### Task prompt
Transcribe the whole listing exactly; the images stay out.

□ □ □

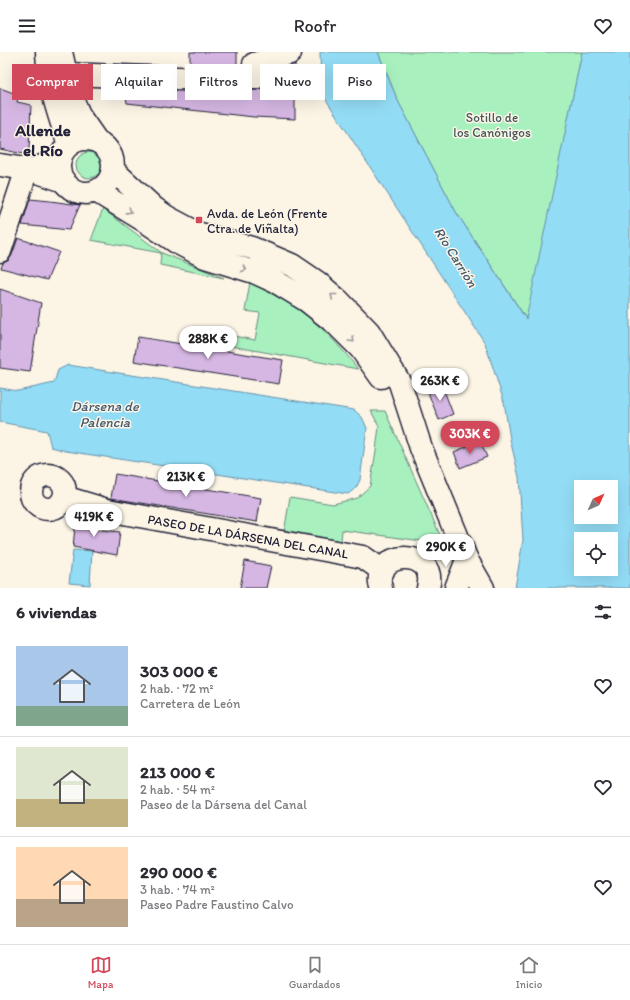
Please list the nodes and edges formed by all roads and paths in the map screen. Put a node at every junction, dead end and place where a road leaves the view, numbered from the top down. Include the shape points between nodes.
1 (47, 52) edge
2 (61, 52) edge
3 (290, 53) dead end
4 (64, 64) edge
5 (93, 75) edge
6 (73, 100) edge
7 (96, 140) junction
8 (64, 152) junction
9 (0, 165) edge
10 (29, 170) junction
11 (113, 170) junction
12 (64, 181) junction
13 (96, 191) junction
14 (0, 251) edge
15 (421, 448) junction
16 (64, 497) dead end
17 (467, 560) junction
18 (382, 579) edge
19 (428, 588) edge
20 (456, 588) edge
21 (483, 588) edge

1 - 8 main road via 48,71
2 - 4 main road
3 - 5 main road via 254,64 255,78
6 - 7 main road via 80,117
7 - 8 main road via 82,139
7 - 11 main road via 110,152
8 - 10 main road
8 - 12 main road via 59,167
9 - 10 main road
10 - 12 main road
10 - 14 main road
11 - 13 main road via 107,183
15 -> 11 main road via 400,383 369,332 338,300 292,265 252,248 197,233 167,217
12 - 13 main road via 77,191
13 -> 15 main road via 178,244 254,272 306,300 335,323 361,349 384,380
15 - 17 main road
16 - 18 main road, PASEO DE LA DÁRSENA DEL CANAL via 107,510 363,557
17 - 20 main road
17 - 21 main road
18 - 19 main road via 388,564 395,559 411,558 425,567 429,575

□ □ □

### Written reply
Please list the nodes and edges formed by all roads and paths in the map screen. Put a node at every junction, dead end and place where a road leaves the view, numbered from the top down. Include the shape points between nodes.
1 (47, 52) edge
2 (61, 52) edge
3 (290, 53) dead end
4 (64, 64) edge
5 (93, 75) edge
6 (73, 100) edge
7 (96, 140) junction
8 (64, 152) junction
9 (0, 165) edge
10 (29, 170) junction
11 (113, 170) junction
12 (64, 181) junction
13 (96, 191) junction
14 (0, 251) edge
15 (421, 448) junction
16 (64, 497) dead end
17 (467, 560) junction
18 (382, 579) edge
19 (428, 588) edge
20 (456, 588) edge
21 (483, 588) edge

1 - 8 main road via 48,71
2 - 4 main road
3 - 5 main road via 254,64 255,78
6 - 7 main road via 80,117
7 - 8 main road via 82,139
7 - 11 main road via 110,152
8 - 10 main road
8 - 12 main road via 59,167
9 - 10 main road
10 - 12 main road
10 - 14 main road
11 - 13 main road via 107,183
15 -> 11 main road via 400,383 369,332 338,300 292,265 252,248 197,233 167,217
12 - 13 main road via 77,191
13 -> 15 main road via 178,244 254,272 306,300 335,323 361,349 384,380
15 - 17 main road
16 - 18 main road, PASEO DE LA DÁRSENA DEL CANAL via 107,510 363,557
17 - 20 main road
17 - 21 main road
18 - 19 main road via 388,564 395,559 411,558 425,567 429,575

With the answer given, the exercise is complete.